Costituitosi l ha contestato le conclusioni di parte avversa in ordine alla specificità dei CP_1
motivi di contestazione, alla fondatezza della domanda nonché in riferimento al merito della pretesa.
Preliminarmente va rilevato che sono stati rispettati i termini concessi dalla legge per contestare gli esiti dell'ATP e proporre il giudizio de quo.
L'art 445 bis cpc prevede al comma 6: “Nei casi di mancato accordo la parte che abbia dichiarato di contestare le conclusioni del consulente tecnico dell'ufficio deve depositare, presso il giudice di cui al comma primo, entro il termine perentorio di trenta giorni dalla formulazione della dichiarazione di dissenso, il ricorso introduttivo del giudizio, specificando, a pena di inammissibilità, i motivi della contestazione”.
Occorre pertanto esaminare se le deduzioni formulate dalla parte ricorrente rivestano il carattere della specificità richiesta dalla norma per superare la sanzione di inammissibilità.
A parere di chi scrive si ha specificità delle contestazioni ogni qual volta la parte contesti le conclusioni del CTU adducendone l'erroneità sotto un profilo scientifico, o perché non rispondenti alla condizione patologica della parte, che, di contro, verte in diverse condizioni,
o perché di per sé incongruenti, ma sempre argomentandone con chiarezza le ragioni concrete.
Inoltre, la specificità dei motivi di contestazione alla C.T.U. deve essere intesa come una esplicitazione delle ragioni della contestazione (esplicitazione dell'errore di valutazione in cui sarebbe incorso il consulente) con indicazione delle ragioni per cui il dedotto errore, ove non commesso, avrebbe determinato una conclusione della consulenza diversa e, conseguentemente, il riconoscimento di quanto richiesto.

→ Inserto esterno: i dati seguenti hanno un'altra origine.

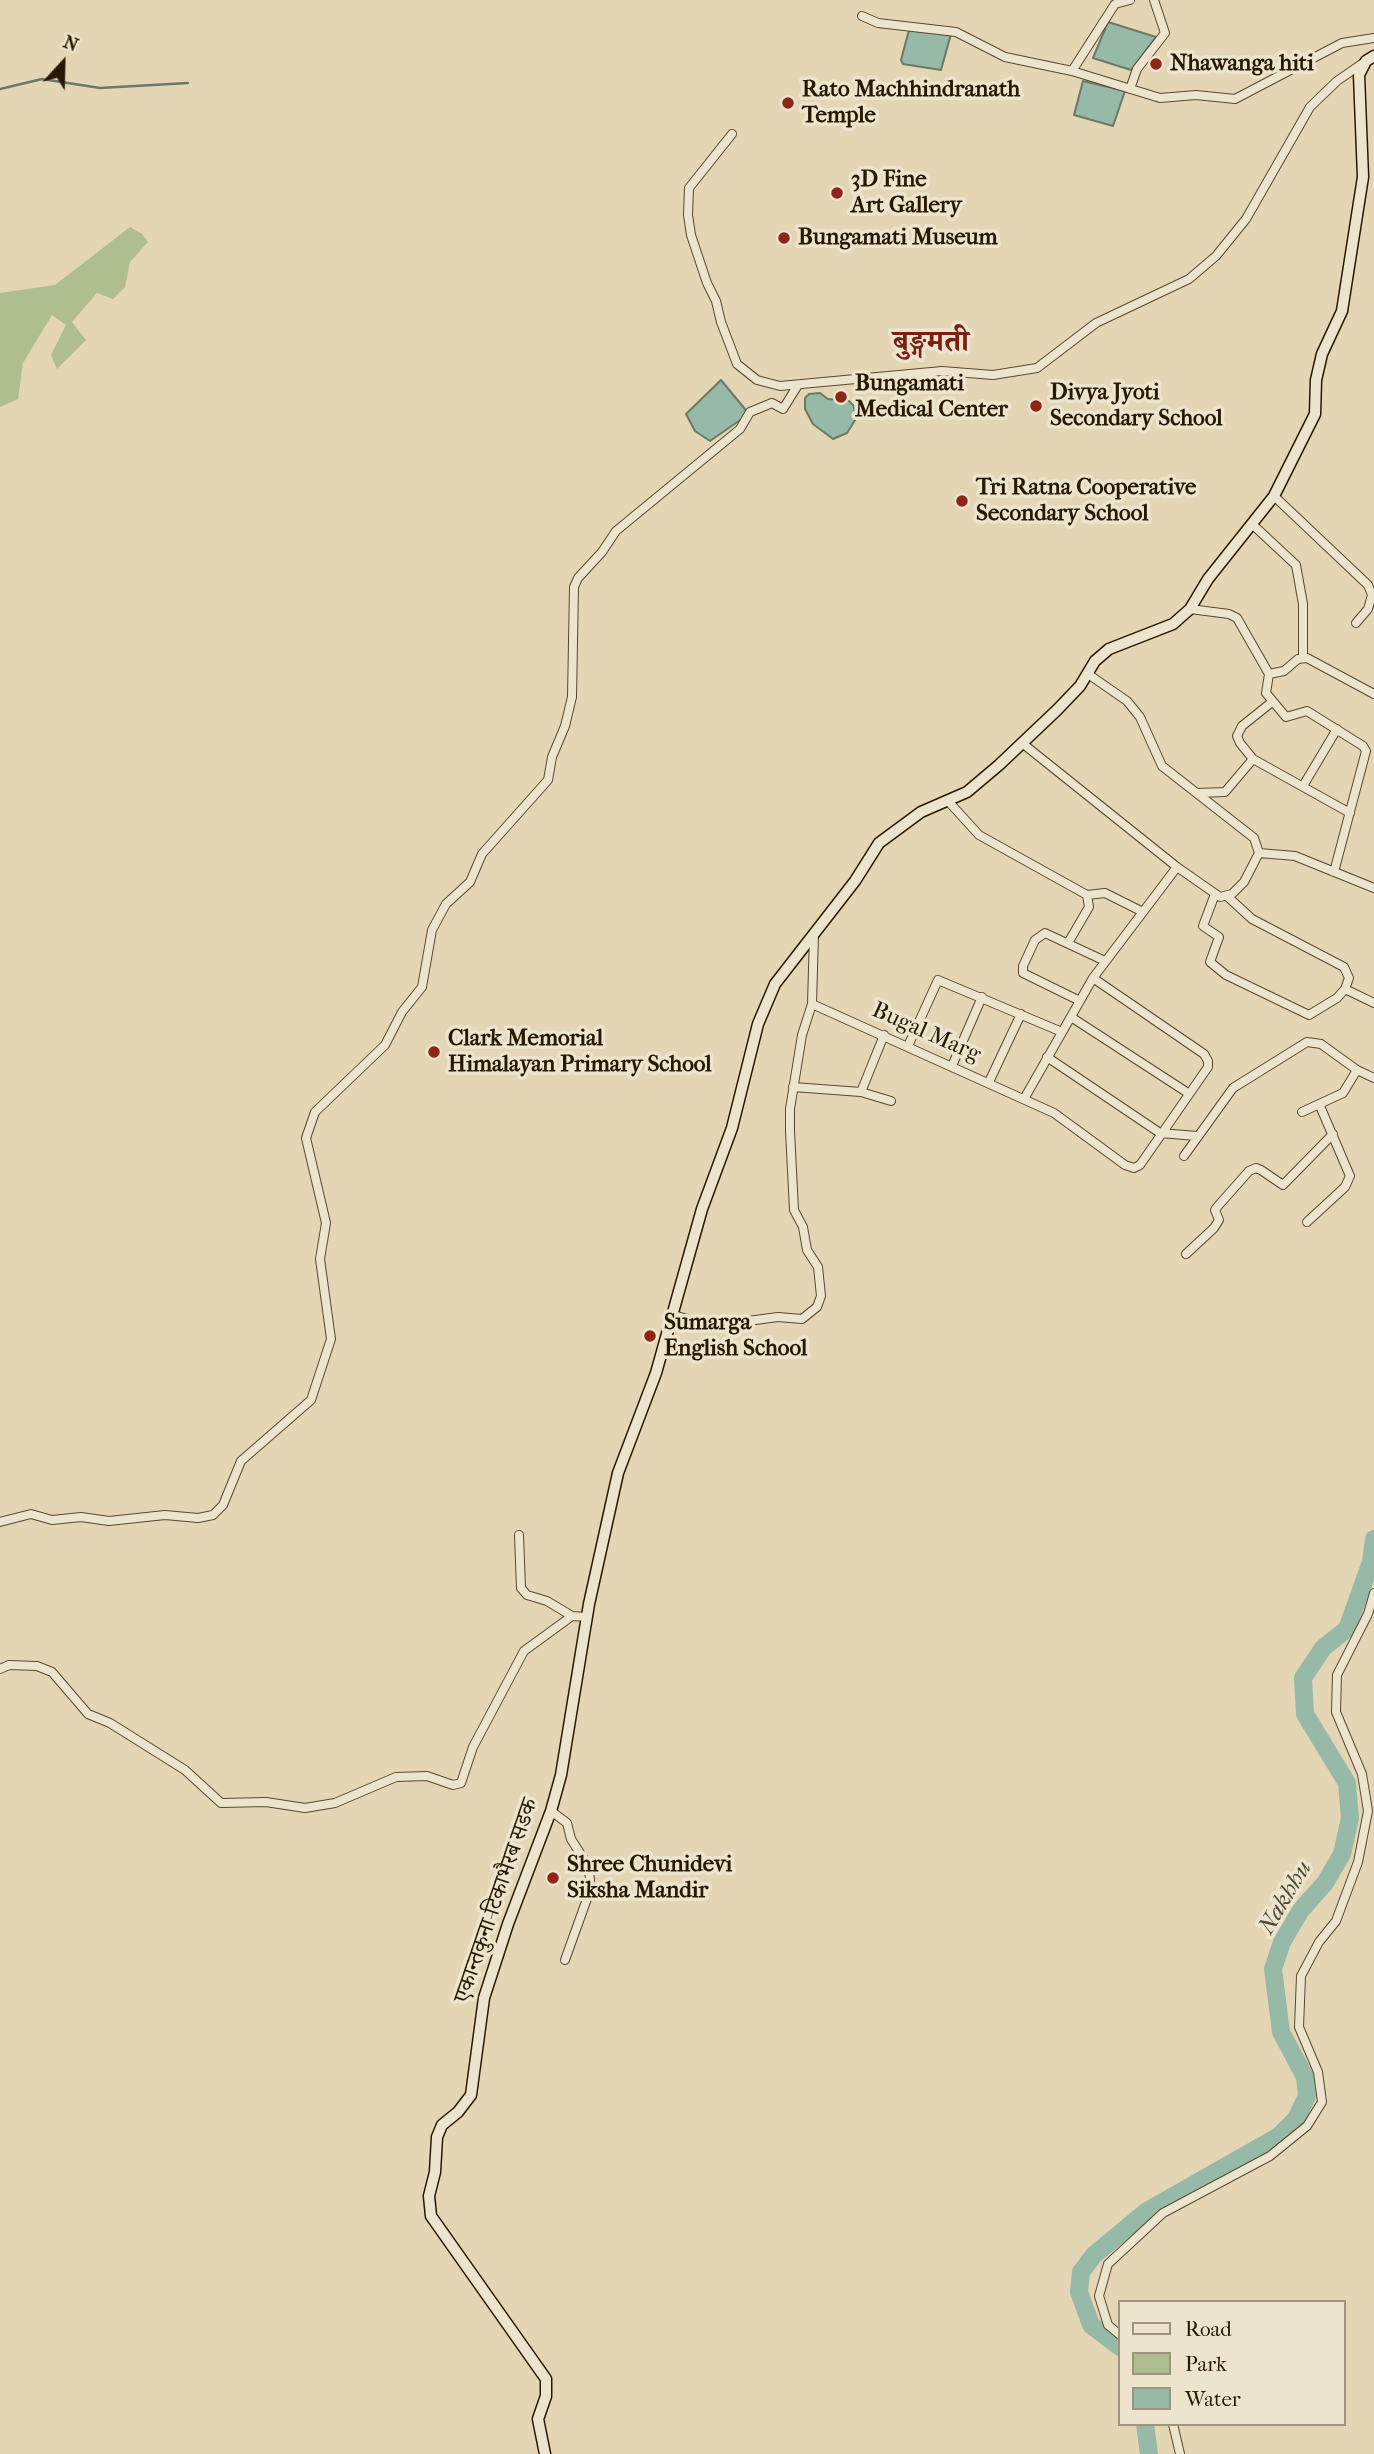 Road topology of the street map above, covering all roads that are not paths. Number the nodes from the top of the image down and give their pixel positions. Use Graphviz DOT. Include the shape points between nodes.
graph roads {
  1 [pos="1130,0"];
  2 [pos="1154,0"];
  3 [pos="862,16"];
  4 [pos="1374,38"];
  5 [pos="1370,59"];
  6 [pos="1072,71"];
  7 [pos="1130,89"];
  8 [pos="732,134"];
  9 [pos="798,385"];
  10 [pos="1273,496"];
  11 [pos="1252,524"];
  12 [pos="1190,609"];
  13 [pos="1356,623"];
  14 [pos="1303,657"];
  15 [pos="1088,674"];
  16 [pos="1269,674"];
  17 [pos="1374,694"];
  18 [pos="1272,702"];
  19 [pos="1337,729"];
  20 [pos="1022,743"];
  21 [pos="1253,759"];
  22 [pos="1303,786"];
  23 [pos="1198,793"];
  24 [pos="948,801"];
  25 [pos="1350,813"];
  26 [pos="1259,853"];
  27 [pos="1177,867"];
  28 [pos="1334,872"];
  29 [pos="1374,888"];
  30 [pos="1215,894"];
  31 [pos="1087,895"];
  32 [pos="1228,897"];
  33 [pos="1141,911"];
  34 [pos="814,934"];
  35 [pos="1068,943"];
  36 [pos="1105,961"];
  37 [pos="1093,978"];
  38 [pos="1345,989"];
  39 [pos="982,997"];
  40 [pos="1080,1001"];
  41 [pos="1374,1003"];
  42 [pos="812,1004"];
  43 [pos="1021,1014"];
  44 [pos="1071,1017"];
  45 [pos="1062,1032"];
  46 [pos="884,1035"];
  47 [pos="908,1045"];
  48 [pos="1047,1057"];
  49 [pos="952,1066"];
  50 [pos="1357,1070"];
  51 [pos="1372,1079"];
  52 [pos="989,1082"];
  53 [pos="793,1087"];
  54 [pos="861,1092"];
  55 [pos="1188,1093"];
  56 [pos="1024,1099"];
  57 [pos="891,1101"];
  58 [pos="1320,1106"];
  59 [pos="1302,1112"];
  60 [pos="1160,1133"];
  61 [pos="1333,1134"];
  62 [pos="1197,1136"];
  63 [pos="1184,1156"];
  64 [pos="1307,1222"];
  65 [pos="1186,1254"];
  66 [pos="674,1315"];
  67 [pos="0,1522"];
  68 [pos="519,1535"];
  69 [pos="1374,1593"];
  70 [pos="572,1616"];
  71 [pos="587,1617"];
  72 [pos="0,1669"];
  73 [pos="551,1811"];
  74 [pos="565,1960"];
  75 [pos="1118,2332"];
  76 [pos="1173,2426"];
  77 [pos="545,2454"];
  78 [pos="1180,2454"];
  1 -- 6 [label="street" via="1115,4"];
  2 -- 7 [label="street" via="1165,33 1137,69"];
  3 -- 6 [label="street" via="878,23 956,32 1004,57"];
  4 -- 7 [label="street" via="1342,43 1236,99 1196,94 1160,98"];
  5 -- 9 [label="street" via="1310,107 1260,199 1216,257 1189,279 1096,323 1037,368 993,375 942,371"];
  5 -- 10 [label="main road" via="1359,75 1363,177 1342,311 1322,354 1315,414"];
  6 -- 7 [label="street"];
  8 -- 9 [label="street" via="689,188 691,235 737,363 757,380"];
  9 -- 67 [label="street" via="783,409 772,403 750,412 740,429 616,531 578,578 574,587 572,697 548,780 482,854 470,882 446,904 432,930 422,987 385,1045 314,1112 306,1138 326,1223 320,1258 331,1339 311,1400 241,1461 223,1505 213,1515 109,1521 81,1517 52,1520 31,1514"];
  10 -- 11 [label="main road"];
  10 -- 13 [label="street" via="1368,585 1372,594 1368,609"];
  11 -- 12 [label="main road"];
  11 -- 14 [label="street" via="1296,565 1303,604"];
  12 -- 15 [label="main road, एकान्तकुना-टिकाभैरब सडक" via="1173,624 1109,649"];
  12 -- 16 [label="street" via="1237,618"];
  14 -- 16 [label="street" via="1284,671"];
  14 -- 17 [label="street"];
  15 -- 20 [label="main road, एकान्तकुना-टिकाभैरब सडक"];
  15 -- 23 [label="street" via="1127,701 1140,717 1162,766"];
  16 -- 18 [label="street" via="1265,687"];
  18 -- 19 [label="street" via="1286,717 1307,710"];
  18 -- 21 [label="street" via="1238,732 1240,743"];
  19 -- 22 [label="street"];
  19 -- 25 [label="street" via="1366,751"];
  20 -- 24 [label="main road, एकान्तकुना-टिकाभैरब सडक" via="967,792"];
  20 -- 27 [label="street"];
  21 -- 22 [label="street"];
  21 -- 23 [label="street" via="1226,792"];
  22 -- 25 [label="street"];
  23 -- 26 [label="street" via="1254,838"];
  24 -- 31 [label="street" via="979,835"];
  24 -- 34 [label="main road, एकान्तकुना-टिकाभैरब सडक" via="921,812 879,843"];
  25 -- 28 [label="street"];
  26 -- 28 [label="street" via="1295,856"];
  26 -- 32 [label="street" via="1244,882"];
  27 -- 30 [label="street"];
  27 -- 33 [label="street"];
  28 -- 29 [label="street"];
  30 -- 32 [label="street"];
  30 -- 38 [label="street" via="1203,926 1219,937 1210,962 1226,975 1309,1015"];
  31 -- 33 [label="street" via="1105,893"];
  31 -- 35 [label="street" via="1089,907"];
  32 -- 38 [label="street" via="1252,919 1344,967 1349,978"];
  33 -- 36 [label="street"];
  34 -- 42 [label="street"];
  34 -- 66 [label="main road, एकान्तकुना-टिकाभैरब सडक" via="775,984 758,1024 729,1138 687,1256"];
  35 -- 36 [label="street"];
  35 -- 40 [label="street" via="1039,934 1023,974"];
  36 -- 37 [label="street"];
  37 -- 40 [label="street"];
  37 -- 55 [label="street, Bugal Marg" via="1205,1054 1208,1067"];
  38 -- 41 [label="street"];
  39 -- 43 [label="street"];
  39 -- 47 [label="street" via="939,980"];
  39 -- 49 [label="street"];
  40 -- 44 [label="street"];
  42 -- 46 [label="street, Bugal Marg"];
  42 -- 53 [label="street"];
  43 -- 45 [label="street"];
  43 -- 52 [label="street"];
  44 -- 45 [label="street"];
  44 -- 55 [label="street"];
  45 -- 48 [label="street"];
  46 -- 47 [label="street, Bugal Marg"];
  46 -- 54 [label="street"];
  47 -- 49 [label="street, Bugal Marg"];
  48 -- 56 [label="street"];
  48 -- 60 [label="street"];
  49 -- 52 [label="street, Bugal Marg"];
  50 -- 51 [label="street"];
  50 -- 58 [label="street" via="1343,1093"];
  50 -- 62 [label="street" via="1321,1044 1307,1042 1233,1087"];
  52 -- 56 [label="street, Bugal Marg"];
  53 -- 54 [label="street"];
  53 -- 66 [label="street" via="794,1210 807,1250 818,1267 821,1296 817,1307 802,1319 778,1317 725,1324"];
  54 -- 57 [label="street"];
  55 -- 60 [label="street, Bugal Marg"];
  56 -- 60 [label="street, Bugal Marg" via="1054,1113 1133,1168 1140,1165"];
  58 -- 59 [label="street"];
  58 -- 61 [label="street"];
  60 -- 62 [label="street"];
  61 -- 64 [label="street" via="1350,1171 1349,1181"];
  61 -- 65 [label="street" via="1283,1185 1261,1170 1249,1171 1215,1210 1219,1220 1214,1228"];
  62 -- 63 [label="street"];
  66 -- 71 [label="main road, एकान्तकुना-टिकाभैरब सडक" via="618,1473"];
  68 -- 70 [label="street" via="522,1588 527,1595"];
  69 -- 75 [label="street" via="1368,1615 1336,1675 1336,1712 1362,1774 1368,1811 1358,1862 1336,1921 1301,1976 1299,2027 1318,2072 1322,2102 1307,2126 1270,2156 1163,2213 1108,2264 1099,2296 1108,2325"];
  70 -- 71 [label="street"];
  70 -- 72 [label="street" via="524,1651 473,1747 461,1783 453,1785 427,1776 396,1777 335,1803 305,1808 266,1802 221,1803 185,1770 88,1714 52,1672 37,1666"];
  71 -- 73 [label="main road, एकान्तकुना-टिकाभैरब सडक"];
  73 -- 74 [label="street" via="566,1824 590,1879"];
  73 -- 77 [label="main road, एकान्तकुना-टिकाभैरब सडक" via="484,1997 471,2095 439,2131 428,2208 438,2229 546,2379 546,2396 537,2419"];
  76 -- 78 [label="street"];
}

Ne deriva che la parte ricorrente, in sede di opposizione ad A.T.P., non può limitarsi a far valere genericamente lacune di accertamento o errori di valutazione commessi dal consulente, ma è tenuta, in ossequio al principio di specificità, ad indicare specificamente le circostanze e gli elementi rispetto ai quali invoca il controllo, facendo riferimento, nel ricorso, ai passaggi salienti e non condivisi della relazione peritale e riportando il contenuto specifico delle critiche mosse agli stessi, in modo tale da consentire l' apprezzamento dell' incidenza causale dell'errore in cui sarebbe incorso il consulente tecnico d' ufficio.

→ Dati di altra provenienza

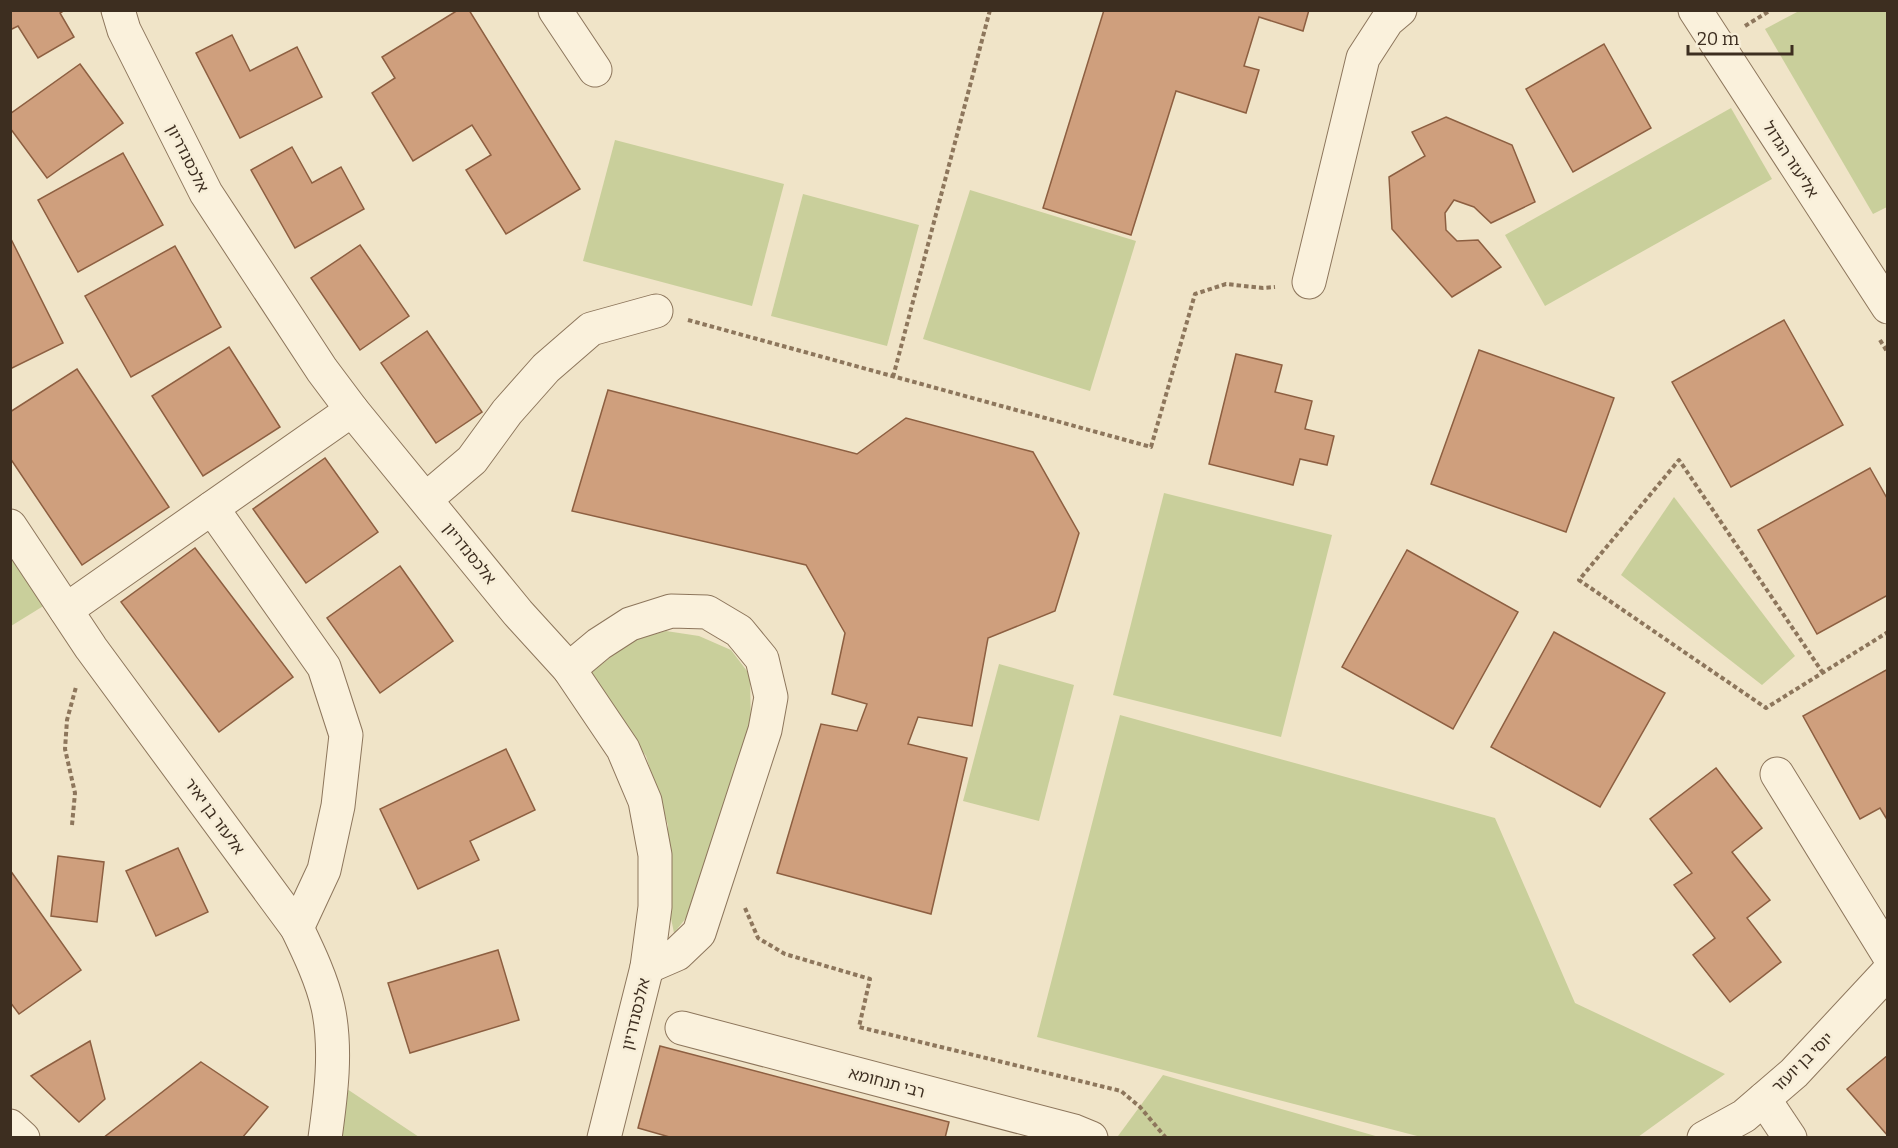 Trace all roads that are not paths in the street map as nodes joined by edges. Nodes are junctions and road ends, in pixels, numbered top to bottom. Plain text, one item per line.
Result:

Nel caso di specie il detto requisito è soddisfatto.
Quanto al merito della domanda, va rilevato che le censure mosse dalla parte ricorrente alla consulenza tecnica espletata nel giudizio di ATP sono destituite di fondamento.
Ed infatti, da un'attenta lettura del detto elaborato peritale - corretto dal punto di vista logico e tecnico, pertanto, pienamente condiviso da questo Tribunale - emerge in tutta evidenza che il consulente tecnico, nel valutare il complesso morboso da cui parte istante è affetta
(patologie che nella valutazione globale non impongono la necessità di continua assistenza), lo ha considerato nella sua globalità motivando ampiamente sulle generali condizioni della parte e, contrariamente a quanto apoditticamente sostenuto in ricorso, formulando considerazioni medico-legali precise ed esaustive. In effetti le critiche alla CTU sono il frutto di divergenti valutazioni medico-legali, espresse in modo tale da non essere suffragate da elementi obiettivi, documentali o logici idonei a porre in dubbio le convincenti valutazioni e conclusioni cui è pervenuta la CTU disposta in precedenza.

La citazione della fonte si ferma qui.